Records contained in a dataset:
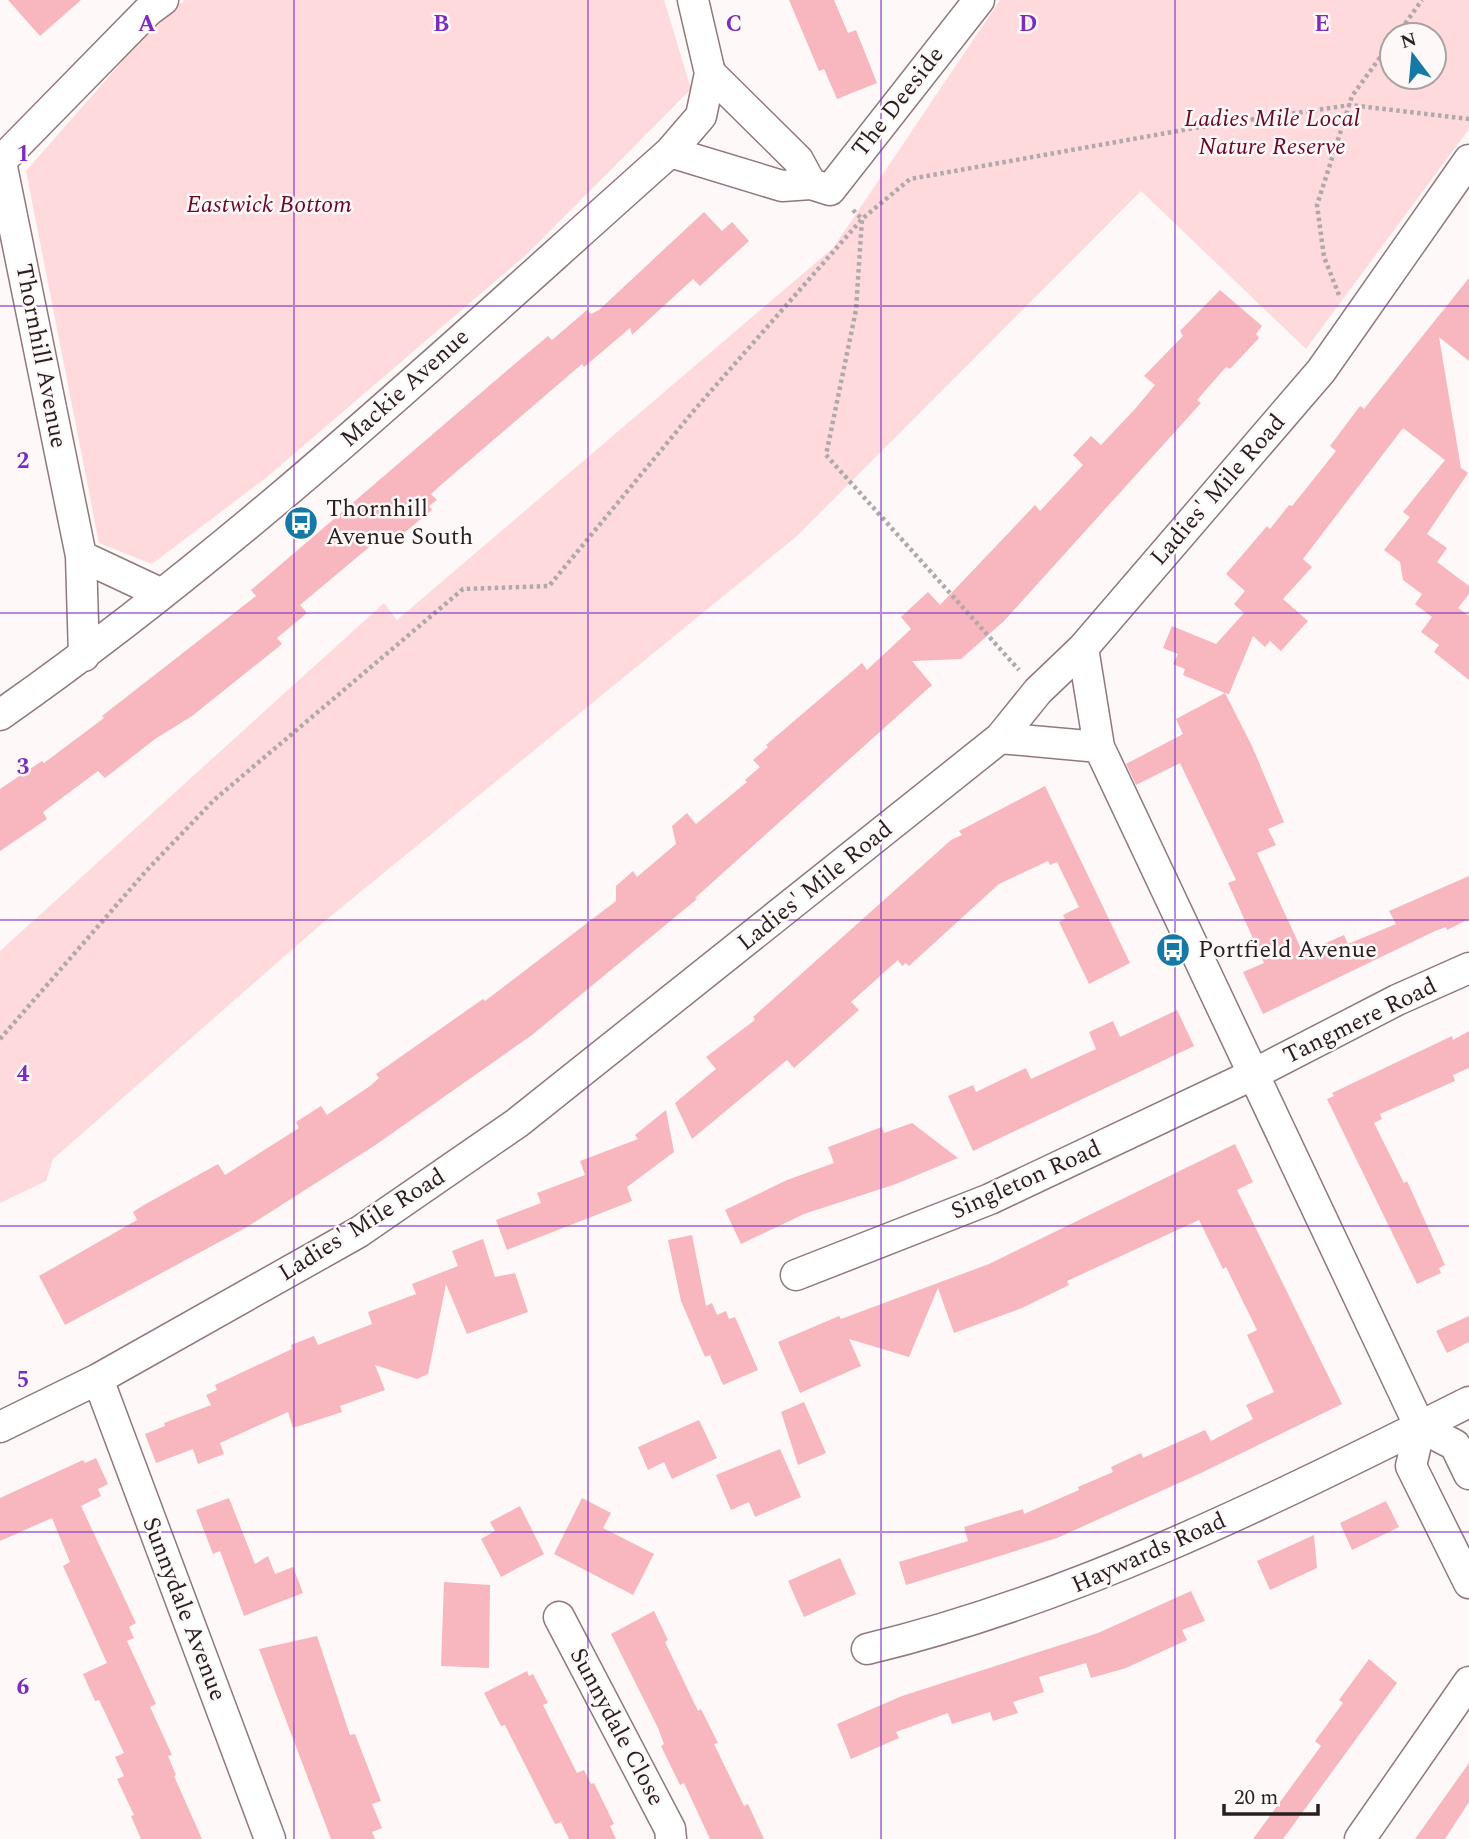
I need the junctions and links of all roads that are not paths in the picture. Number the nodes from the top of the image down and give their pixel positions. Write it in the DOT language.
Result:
graph roads {
  1 [pos="163,0"];
  2 [pos="693,0"];
  3 [pos="979,0"];
  4 [pos="710,73"];
  5 [pos="670,152"];
  6 [pos="1,159"];
  7 [pos="1469,160"];
  8 [pos="811,184"];
  9 [pos="81,556"];
  10 [pos="162,594"];
  11 [pos="1083,648"];
  12 [pos="84,656"];
  13 [pos="0,715"];
  14 [pos="1000,738"];
  15 [pos="1099,747"];
  16 [pos="1469,968"];
  17 [pos="1252,1075"];
  18 [pos="796,1275"];
  19 [pos="98,1379"];
  20 [pos="1469,1402"];
  21 [pos="0,1427"];
  22 [pos="1420,1427"];
  23 [pos="1469,1474"];
  24 [pos="1469,1583"];
  25 [pos="559,1617"];
  26 [pos="867,1649"];
  27 [pos="1469,1682"];
  28 [pos="270,1839"];
  29 [pos="671,1839"];
  30 [pos="1360,1839"];
  1 -- 6 [label="street"];
  2 -- 4 [label="street, Mackie Avenue"];
  3 -- 8 [label="street, The Deeside"];
  4 -- 5 [label="street, Mackie Avenue"];
  4 -- 8 [label="street"];
  5 -- 8 [label="street, The Deeside"];
  5 -- 10 [label="street, Mackie Avenue"];
  6 -- 9 [label="street, Thornhill Avenue"];
  7 -- 11 [label="street, Ladies' Mile Road"];
  9 -- 10 [label="street"];
  9 -- 12 [label="street, Thornhill Avenue"];
  10 -- 12 [label="street, Mackie Avenue"];
  11 -- 14 [label="street, Ladies' Mile Road"];
  11 -- 15 [label="street"];
  12 -- 13 [label="street, Mackie Avenue"];
  14 -- 15 [label="street"];
  14 -- 19 [label="street, Ladies' Mile Road"];
  15 -- 17 [label="street"];
  16 -- 17 [label="street, Tangmere Road"];
  17 -- 18 [label="street, Singleton Road"];
  17 -- 22 [label="street"];
  19 -- 21 [label="street, Ladies' Mile Road"];
  19 -- 28 [label="street, Sunnydale Avenue"];
  20 -- 22 [label="street, Haywards Road"];
  22 -- 23 [label="street"];
  22 -- 24 [label="street"];
  22 -- 26 [label="street, Haywards Road"];
  25 -- 29 [label="street, Sunnydale Close"];
  27 -- 30 [label="street"];
}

* [WHAT THE TASK ASKS]:
Output the records exactly, pictures excluded.

* [FINISHED TASK]:
I need the junctions and links of all roads that are not paths in the picture. Number the nodes from the top of the image down and give their pixel positions. Write it in the DOT language.
Result:
graph roads {
  1 [pos="163,0"];
  2 [pos="693,0"];
  3 [pos="979,0"];
  4 [pos="710,73"];
  5 [pos="670,152"];
  6 [pos="1,159"];
  7 [pos="1469,160"];
  8 [pos="811,184"];
  9 [pos="81,556"];
  10 [pos="162,594"];
  11 [pos="1083,648"];
  12 [pos="84,656"];
  13 [pos="0,715"];
  14 [pos="1000,738"];
  15 [pos="1099,747"];
  16 [pos="1469,968"];
  17 [pos="1252,1075"];
  18 [pos="796,1275"];
  19 [pos="98,1379"];
  20 [pos="1469,1402"];
  21 [pos="0,1427"];
  22 [pos="1420,1427"];
  23 [pos="1469,1474"];
  24 [pos="1469,1583"];
  25 [pos="559,1617"];
  26 [pos="867,1649"];
  27 [pos="1469,1682"];
  28 [pos="270,1839"];
  29 [pos="671,1839"];
  30 [pos="1360,1839"];
  1 -- 6 [label="street"];
  2 -- 4 [label="street, Mackie Avenue"];
  3 -- 8 [label="street, The Deeside"];
  4 -- 5 [label="street, Mackie Avenue"];
  4 -- 8 [label="street"];
  5 -- 8 [label="street, The Deeside"];
  5 -- 10 [label="street, Mackie Avenue"];
  6 -- 9 [label="street, Thornhill Avenue"];
  7 -- 11 [label="street, Ladies' Mile Road"];
  9 -- 10 [label="street"];
  9 -- 12 [label="street, Thornhill Avenue"];
  10 -- 12 [label="street, Mackie Avenue"];
  11 -- 14 [label="street, Ladies' Mile Road"];
  11 -- 15 [label="street"];
  12 -- 13 [label="street, Mackie Avenue"];
  14 -- 15 [label="street"];
  14 -- 19 [label="street, Ladies' Mile Road"];
  15 -- 17 [label="street"];
  16 -- 17 [label="street, Tangmere Road"];
  17 -- 18 [label="street, Singleton Road"];
  17 -- 22 [label="street"];
  19 -- 21 [label="street, Ladies' Mile Road"];
  19 -- 28 [label="street, Sunnydale Avenue"];
  20 -- 22 [label="street, Haywards Road"];
  22 -- 23 [label="street"];
  22 -- 24 [label="street"];
  22 -- 26 [label="street, Haywards Road"];
  25 -- 29 [label="street, Sunnydale Close"];
  27 -- 30 [label="street"];
}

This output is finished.